Efforts among consortia to reduce heterogeneity between studies from the beginning would allow more cancer pharmacogenomics studies to be combined in meta-analyses. As in any meta-analysis, consistent phenotyping allows effect sizes to be combined in either fixed effects models or random effects models, which are statistically more powerful than methods that combine P values or Z scores40. In addition to these classic frequentist approaches, Bayesian models for meta-analysis may be particularly useful in cancer pharmacogenomics because they allow sequential incorporation of new data as it becomes available, perhaps even before a clinical trial ends49. Previous analyses form the prior belief and estimates of association are updated with each new data set to generate a posterior belief43,50,51. This approach has been used to identify risk markers for prostate cancer and colorectal cancer52,53.

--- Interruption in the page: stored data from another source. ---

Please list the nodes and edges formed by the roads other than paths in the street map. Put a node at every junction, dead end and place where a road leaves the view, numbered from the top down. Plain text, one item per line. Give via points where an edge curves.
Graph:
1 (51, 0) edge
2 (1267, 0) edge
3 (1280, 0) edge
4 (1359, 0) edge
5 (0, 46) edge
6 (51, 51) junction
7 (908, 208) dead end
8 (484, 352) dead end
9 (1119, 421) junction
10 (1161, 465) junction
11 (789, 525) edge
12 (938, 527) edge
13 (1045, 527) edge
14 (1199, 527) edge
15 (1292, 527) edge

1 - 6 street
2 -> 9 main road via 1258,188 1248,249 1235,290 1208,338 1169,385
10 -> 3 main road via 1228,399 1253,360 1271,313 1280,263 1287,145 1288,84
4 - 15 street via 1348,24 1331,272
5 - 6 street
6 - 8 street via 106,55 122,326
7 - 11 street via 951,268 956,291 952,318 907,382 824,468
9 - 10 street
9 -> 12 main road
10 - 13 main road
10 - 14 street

The incorporation of cancer-specific and other potential covariates in cancer pharmacogenomic studies is discussed in BOX 2. If GWASs are combined in a metaanalysis and if some studies contain certain covariates, whereas others do not, the results must be interpreted carefully. The top SNPs from such a meta-analysis are most likely to be those with associations that are largely independent of the covariates41. Another source of heterogeneity among studies in a meta-analysis may be population differences; SNPs that are associated with a phenotype in all populations are prioritized over those associated in only one of the populations. Random effects models handle the possibility of heterogeneity among studies better than fixed effects models: the trade-off is that the standard errors are larger41. Tests of heterogeneity can assist researchers in deciding which model to choose41,43,54.
As in any genome-wide association study (GWAS), important covariates to consider in cancer pharmacogenomics studies include age, sex and genetic ancestry, which is often estimated by principal components analysis118. In addition, several potential confounders specific to cancer drug studies should be collected when possible and tested for association with phenotypes of interest. If an association with phenotype is detected, then the variable should be included as a covariate in the regression models testing for SNP associations. Covariates to consider for inclusion in cancer pharmacogenomics studies are listed.

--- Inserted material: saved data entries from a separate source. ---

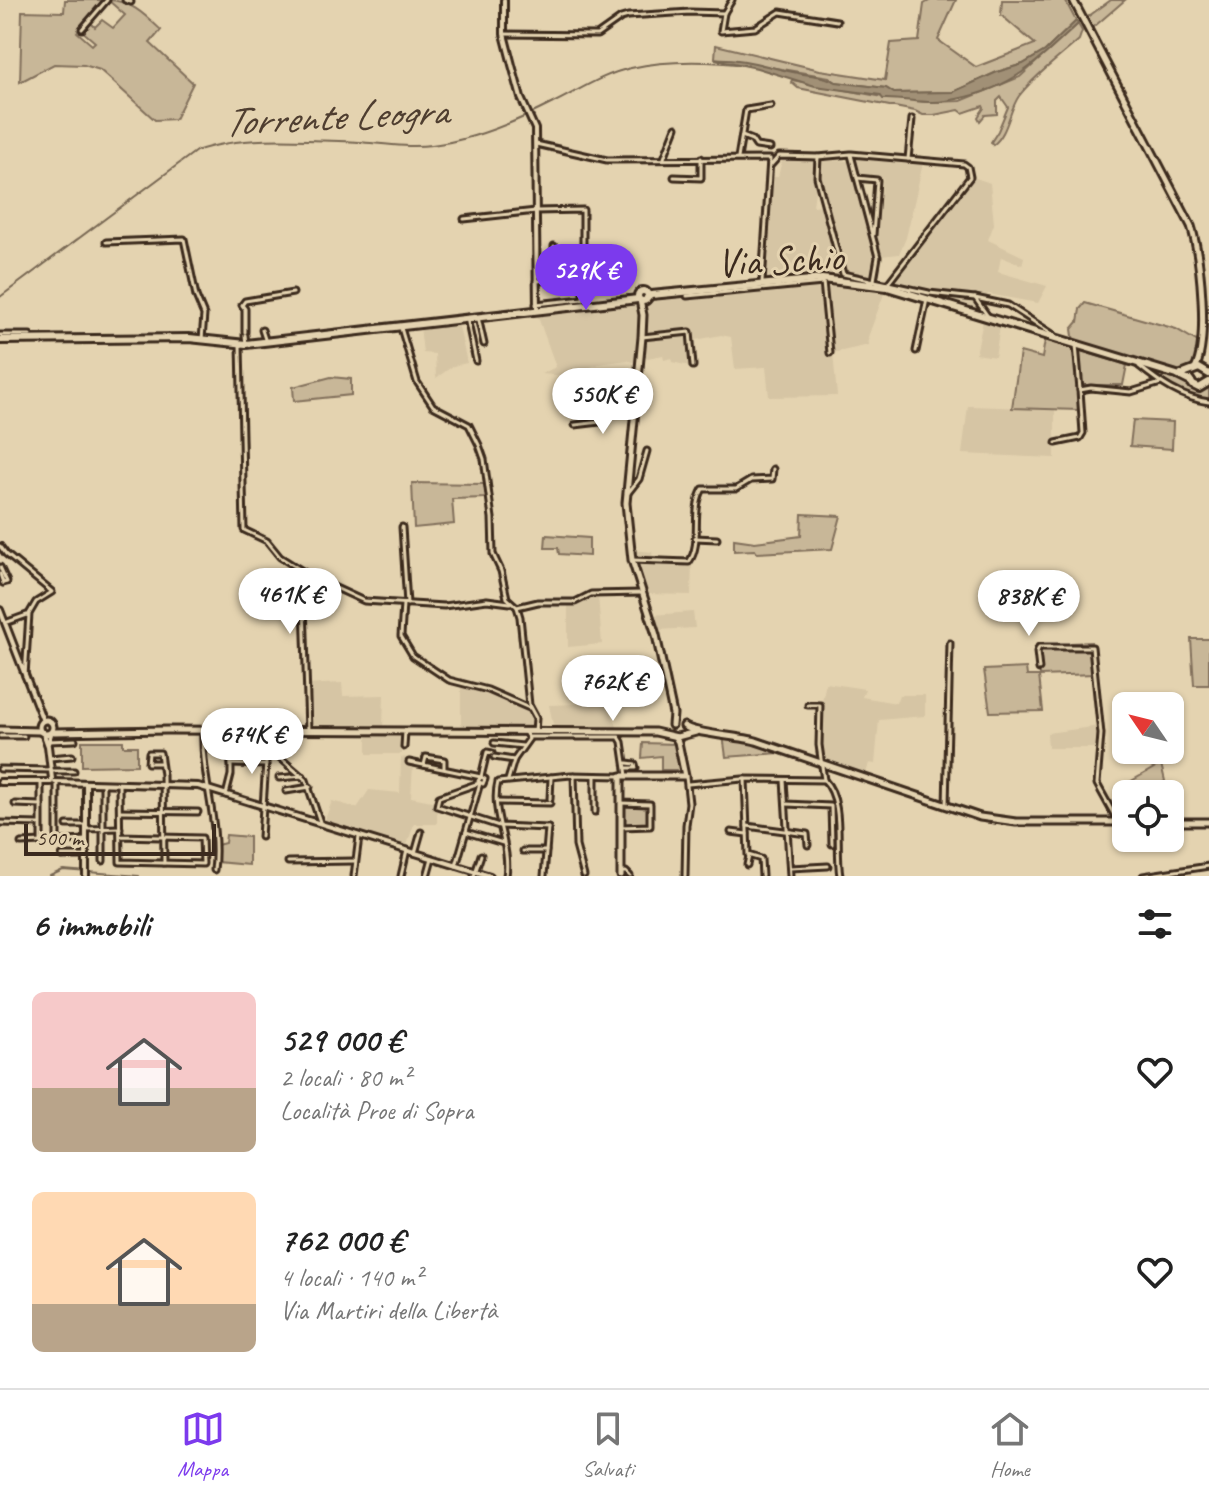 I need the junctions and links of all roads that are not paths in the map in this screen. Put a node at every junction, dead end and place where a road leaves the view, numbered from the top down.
1 (107, 0) edge
2 (125, 0) edge
3 (504, 0) edge
4 (732, 0) edge
5 (1073, 0) edge
6 (131, 2) dead end
7 (724, 13) junction
8 (837, 21) dead end
9 (82, 29) dead end
10 (504, 34) junction
11 (771, 106) dead end
12 (912, 119) dead end
13 (676, 127) dead end
14 (742, 136) junction
15 (536, 144) junction
16 (770, 148) dead end
17 (851, 154) junction
18 (818, 157) junction
19 (664, 158) junction
20 (701, 158) junction
21 (738, 158) junction
22 (908, 159) junction
23 (770, 166) junction
24 (674, 177) dead end
25 (857, 178) junction
26 (536, 211) junction
27 (464, 219) dead end
28 (873, 239) junction
29 (106, 242) dead end
30 (554, 246) dead end
31 (874, 280) junction
32 (536, 281) junction
33 (823, 281) junction
34 (889, 282) junction
35 (762, 284) junction
36 (293, 293) dead end
37 (687, 296) dead end
38 (642, 298) junction
39 (975, 298) junction
40 (927, 299) junction
41 (536, 307) junction
42 (979, 309) junction
43 (478, 317) junction
44 (467, 318) junction
45 (401, 326) junction
46 (262, 330) dead end
47 (30, 335) dead end
48 (0, 337) edge
49 (642, 337) junction
50 (202, 339) junction
51 (1060, 340) junction
52 (266, 342) junction
53 (243, 344) junction
54 (484, 344) dead end
55 (1076, 345) junction
56 (916, 351) dead end
57 (830, 353) dead end
58 (1201, 355) junction
59 (476, 361) dead end
60 (1134, 362) junction
61 (693, 366) dead end
62 (1193, 371) junction
63 (1208, 372) edge
64 (602, 374) dead end
65 (1177, 375) junction
66 (1161, 383) junction
67 (1208, 384) edge
68 (1194, 385) junction
69 (1080, 390) junction
70 (1193, 399) junction
71 (1209, 402) edge
72 (600, 411) junction
73 (636, 413) junction
74 (575, 425) dead end
75 (1056, 443) dead end
76 (647, 451) dead end
77 (773, 469) dead end
78 (628, 493) junction
79 (402, 527) dead end
80 (695, 538) junction
81 (717, 539) dead end
82 (0, 546) edge
83 (632, 560) junction
84 (0, 567) edge
85 (303, 572) junction
86 (0, 574) edge
87 (2, 584) edge
88 (643, 593) junction
89 (510, 603) junction
90 (282, 604) dead end
91 (405, 604) junction
92 (304, 606) junction
93 (517, 607) junction
94 (0, 610) edge
95 (29, 614) junction
96 (5, 623) junction
97 (950, 643) dead end
98 (1039, 669) dead end
99 (25, 676) junction
100 (808, 705) dead end
101 (531, 710) junction
102 (676, 725) junction
103 (40, 726) junction
104 (0, 730) edge
105 (53, 731) junction
106 (203, 731) junction
107 (308, 731) junction
108 (405, 731) junction
109 (535, 732) junction
110 (655, 732) junction
111 (696, 732) junction
112 (25, 733) junction
113 (259, 734) junction
114 (527, 734) junction
115 (673, 735) junction
116 (682, 735) junction
117 (0, 736) edge
118 (75, 740) dead end
119 (231, 740) dead end
120 (262, 742) junction
121 (494, 743) dead end
122 (48, 744) junction
123 (523, 746) junction
124 (267, 747) junction
125 (404, 747) dead end
126 (680, 747) junction
127 (72, 756) dead end
128 (50, 758) junction
129 (514, 760) junction
130 (409, 762) dead end
131 (160, 763) dead end
132 (231, 764) junction
133 (823, 764) junction
134 (266, 765) junction
135 (424, 765) junction
136 (627, 766) junction
137 (444, 768) junction
138 (0, 769) edge
139 (14, 769) junction
140 (52, 770) junction
141 (74, 771) dead end
142 (574, 775) junction
143 (303, 776) junction
144 (595, 776) junction
145 (624, 776) junction
146 (635, 776) junction
147 (685, 776) junction
148 (551, 777) junction
149 (279, 778) dead end
150 (745, 779) junction
151 (481, 780) junction
152 (508, 780) junction
153 (784, 780) junction
154 (824, 780) junction
155 (0, 782) edge
156 (14, 782) junction
157 (54, 782) junction
158 (41, 783) junction
159 (494, 783) junction
160 (86, 784) junction
161 (103, 784) junction
162 (119, 784) junction
163 (688, 784) junction
164 (164, 785) junction
165 (310, 787) junction
166 (208, 789) junction
167 (286, 791) dead end
168 (226, 795) junction
169 (498, 802) junction
170 (621, 803) junction
171 (15, 804) dead end
172 (786, 804) junction
173 (41, 805) junction
174 (946, 806) junction
175 (263, 807) junction
176 (120, 811) junction
177 (163, 811) junction
178 (1112, 811) edge
179 (198, 812) dead end
180 (595, 812) dead end
181 (471, 817) junction
182 (1112, 822) edge
183 (1184, 822) edge
184 (1209, 822) edge
185 (0, 823) edge
186 (41, 824) junction
187 (320, 824) junction
188 (67, 825) dead end
189 (499, 826) junction
190 (747, 826) junction
191 (86, 827) junction
192 (621, 827) junction
193 (103, 828) junction
194 (120, 828) junction
195 (421, 832) dead end
196 (466, 832) junction
197 (731, 832) dead end
198 (787, 832) junction
199 (747, 834) junction
200 (120, 836) junction
201 (359, 836) junction
202 (164, 837) junction
203 (261, 837) dead end
204 (86, 840) junction
205 (41, 842) junction
206 (57, 842) junction
207 (21, 843) dead end
208 (503, 843) junction
209 (832, 844) dead end
210 (808, 845) dead end
211 (407, 850) junction
212 (523, 851) dead end
213 (546, 851) junction
214 (415, 853) junction
215 (481, 855) dead end
216 (62, 856) dead end
217 (86, 856) junction
218 (749, 856) junction
219 (432, 858) junction
220 (103, 861) dead end
221 (355, 861) junction
222 (288, 862) dead end
223 (164, 863) junction
224 (747, 865) dead end
225 (456, 866) junction
226 (828, 866) dead end
227 (1209, 866) edge
228 (790, 868) junction
229 (214, 870) dead end
230 (474, 874) edge
231 (621, 874) edge
232 (86, 875) edge
233 (354, 876) edge
234 (401, 876) edge
235 (427, 876) edge
236 (490, 876) edge
237 (506, 876) edge
238 (544, 876) edge
239 (584, 876) edge
240 (630, 876) edge
241 (685, 876) edge
242 (762, 876) edge
243 (790, 876) edge
244 (840, 876) edge
245 (1143, 876) edge

1 - 9 street
2 - 6 street
3 - 10 street
4 - 7 street
5 - 58 main road
7 - 8 street
7 - 10 street
10 - 15 street
11 - 14 street
12 - 22 street
13 - 19 street
14 - 16 street
14 - 21 street
15 - 19 street
15 - 26 street
17 - 18 street
17 - 22 street
17 - 25 street
18 - 23 street
18 - 31 street, Via Schio
19 - 20 street
20 - 21 street
20 - 24 street
21 - 23 street
22 - 34 street
23 - 35 street
25 - 28 street
25 - 28 street
26 - 27 street
26 - 32 street
26 - 41 street
28 - 31 street
29 - 50 street
30 - 32 street
31 - 34 street, Via Schio
32 - 41 street
33 - 35 main road, Via Schio
33 - 37 street, Via Schio
33 - 40 main road, Via Schio
33 - 57 street
34 - 39 street, Via Schio
35 - 38 main road, Via Schio
36 - 53 street
38 - 41 main road, Via Schio
38 - 49 main road
39 - 42 street
39 - 51 street, Via Schio
40 - 42 main road, Via Schio
40 - 56 street
41 - 43 main road, Via Schio
42 - 51 main road, Via Schio
43 - 44 main road, Via Schio
43 - 54 street
44 - 45 main road, Via Schio
44 - 59 street
45 - 52 main road, Via Schio
45 - 89 street
46 - 52 street
47 - 48 street
48 - 50 main road, Via Schio
49 - 61 street
49 - 73 main road
50 - 53 main road, Via Schio
51 - 55 main road, Via Schio
52 - 53 main road, Via Schio
53 - 85 street
55 - 60 main road, Via Schio
55 - 69 street
58 - 62 main road
58 - 63 main road
60 - 65 main road, Via Schio
60 - 66 street
62 - 63 main road
62 - 65 main road
62 - 68 main road
64 - 72 street
65 - 68 main road, Via Schio
66 - 69 street
66 - 70 street
67 - 68 main road
68 - 70 street
69 - 75 street
70 - 71 street
72 - 73 street
72 - 74 street
73 - 78 main road
76 - 78 street
77 - 80 street
78 - 83 main road
79 - 91 street
80 - 81 street
80 - 83 street
82 - 95 street
83 - 88 main road
84 - 87 street
85 - 91 street
85 - 92 street
86 - 87 street
88 - 93 street
88 - 102 main road
89 - 91 street
89 - 93 street
90 - 92 street
91 - 101 street
92 - 107 street
93 - 101 street
94 - 96 street
95 - 96 street
95 - 99 street
96 - 99 street
97 - 174 street
98 - 178 street
99 - 103 street
100 - 133 street
101 - 109 street
102 - 110 main road
102 - 111 main road
102 - 115 main road
102 - 116 main road
103 - 105 main road
103 - 105 main road
103 - 112 main road
103 - 122 street
104 - 112 main road
105 - 106 main road
105 - 122 street
106 - 113 main road
106 - 166 street
107 - 108 main road
107 - 113 main road
108 - 114 main road
108 - 125 street
109 - 110 main road
109 - 114 main road
110 - 115 main road
111 - 116 main road
111 - 133 main road
112 - 117 street
113 - 120 street
113 - 120 street
114 - 123 street
114 - 136 street
115 - 116 main road
115 - 126 main road
116 - 126 main road
118 - 122 street
119 - 132 street
120 - 124 street
121 - 123 street
122 - 128 street
123 - 129 street
124 - 134 street
124 - 143 street
126 - 147 main road
127 - 128 street
128 - 140 street
129 - 151 street
129 - 152 street
130 - 135 street
131 - 164 street
132 - 134 street
132 - 168 street
133 - 154 street
133 - 174 main road
134 - 175 street
135 - 137 street
135 - 137 street
136 - 145 street
136 - 146 street
137 - 151 street
138 - 139 street
139 - 140 street
139 - 156 street
140 - 141 street
140 - 157 street
142 - 144 street
142 - 148 street
142 - 239 street
143 - 149 street
143 - 165 street
144 - 145 street
144 - 180 street
145 - 146 main road
145 - 170 main road
146 - 147 main road
147 - 163 street
148 - 152 street
148 - 169 street
150 - 153 street
150 - 163 street
150 - 190 street
151 - 159 street
151 - 181 street
151 - 181 street
152 - 159 street
153 - 154 street
153 - 172 street
154 - 244 street
155 - 156 street
156 - 158 street
157 - 158 street
157 - 160 street
157 - 206 street
158 - 173 street
159 - 169 street
160 - 161 street
160 - 191 street
161 - 162 street
161 - 193 street
162 - 164 street
162 - 176 street
163 - 241 street
164 - 166 street
164 - 177 street
165 - 167 street
165 - 187 street
166 - 168 street
166 - 229 street
168 - 175 street
169 - 189 street
170 - 192 main road
170 - 192 street
171 - 173 street
172 - 198 street
172 - 209 street
173 - 186 street
174 - 182 main road
175 - 187 street
175 - 203 street
176 - 177 street
176 - 194 street
177 - 179 street
177 - 202 street
181 - 189 street
181 - 196 street
183 - 184 main road
185 - 186 street
186 - 205 street
187 - 201 street
188 - 191 street
189 - 208 street
189 - 213 street
190 - 198 street
190 - 199 street
191 - 193 street
191 - 204 street
192 - 231 main road
193 - 194 street
193 - 220 street
194 - 200 street
195 - 214 street
196 - 208 street
196 - 225 street
197 - 199 street
198 - 210 street
198 - 228 street
199 - 218 street
200 - 202 street
200 - 223 street
201 - 211 street
201 - 221 street
202 - 223 street
202 - 223 street
204 - 206 street
204 - 217 street
205 - 206 street
205 - 207 street
208 - 237 street
211 - 214 street
211 - 234 street
212 - 213 street
213 - 238 street
214 - 219 street
215 - 230 street
216 - 217 street
217 - 232 street
218 - 224 street
218 - 242 street
219 - 225 street
219 - 235 street
221 - 222 street
221 - 233 street
225 - 230 street
226 - 228 street
227 - 245 street
228 - 243 street
230 - 236 street
231 - 240 street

|Treatment arm or regimen||Discrete|
|Cumulative drug dose||Continuous|
|Somatic mutations||Discrete (present or absent)|
|Additional medications||Discrete or continuous (if dose information)|
|Body surface area||Continuous|
|Ancestry||Continuous (principal components)|
An alternative approach is to incorporate the cumulative dose of a drug each patient has received into a phenotype of interest. This approach is similar to survival analysis, and this accounts for censoring in the data. Although survival analysis models ‘time to event’, this approach models ‘dose to event’. The event could be an adverse event, tumour progression or death. Dose-to-event analysis has been successfully used to identify genetic variants associated with paclitaxel-induced sensory peripheral neuropathy22 (TABLE 2). In this example, the phenotype tested was the cumulative dose of paclitaxel that either triggered the first grade 2 or greater sensory peripheral neuropathy episode or the total dose of paclitaxel that the patient received if no neuropathy was experienced22. Patients without neuropathy are effectively ‘right-censored’ at the cumulative dose level because the dose that would cause neuropathy in these patients is greater than (that is, ‘to the right of’) the dose received.
After putative associations have been discovered in genome-wide or candidate studies, follow-up studies in patients can test the variants of interest in an attempt to replicate the initial findings. The effect sizes and allele frequencies from the discovery study can be used to estimate the appropriately powered sample size for the replication study. Importantly, the effect sizes are often overestimated in discovery GWASs owing to the winner’s curse phenomenon55–57. The inadequate sample sizes that are often used in cancer pharmacogenomics contribute to upwardly biased effect sizes with large standard errors, especially among SNPs with low minor allele frequencies56. Thus, most putatively positive genetic associations are probably false positives, and replication is crucial58,59. Methods that account for such biased estimates when designing replication studies have been developed55,57.
Replication attempts for cancer pharmacogenomics are often hindered by the lack of an appropriate patient replication cohort. An example is an association (found in a GWAS) between a functional nonsynonymous variant in interleukin 17F (IL17F) and survival in pancreatic cancer. This has not yet been replicated owing to the lack of an existing trial with the same eligibility criteria and drug treatment as the discovery study (which used gemcitabine with or without bevacizumab)14 (TABLE 2). Although the perfect replication trial may never exist, unreplicated associations from pharmacogenomic GWASs should be reported in the literature so that groups with related patient data can test for replication. For instance, the finding of an association of a SNP with methotrexate clearance15 has now been replicated in an additional ALL patient cohort by an independent group of investigators60 (TABLE 2).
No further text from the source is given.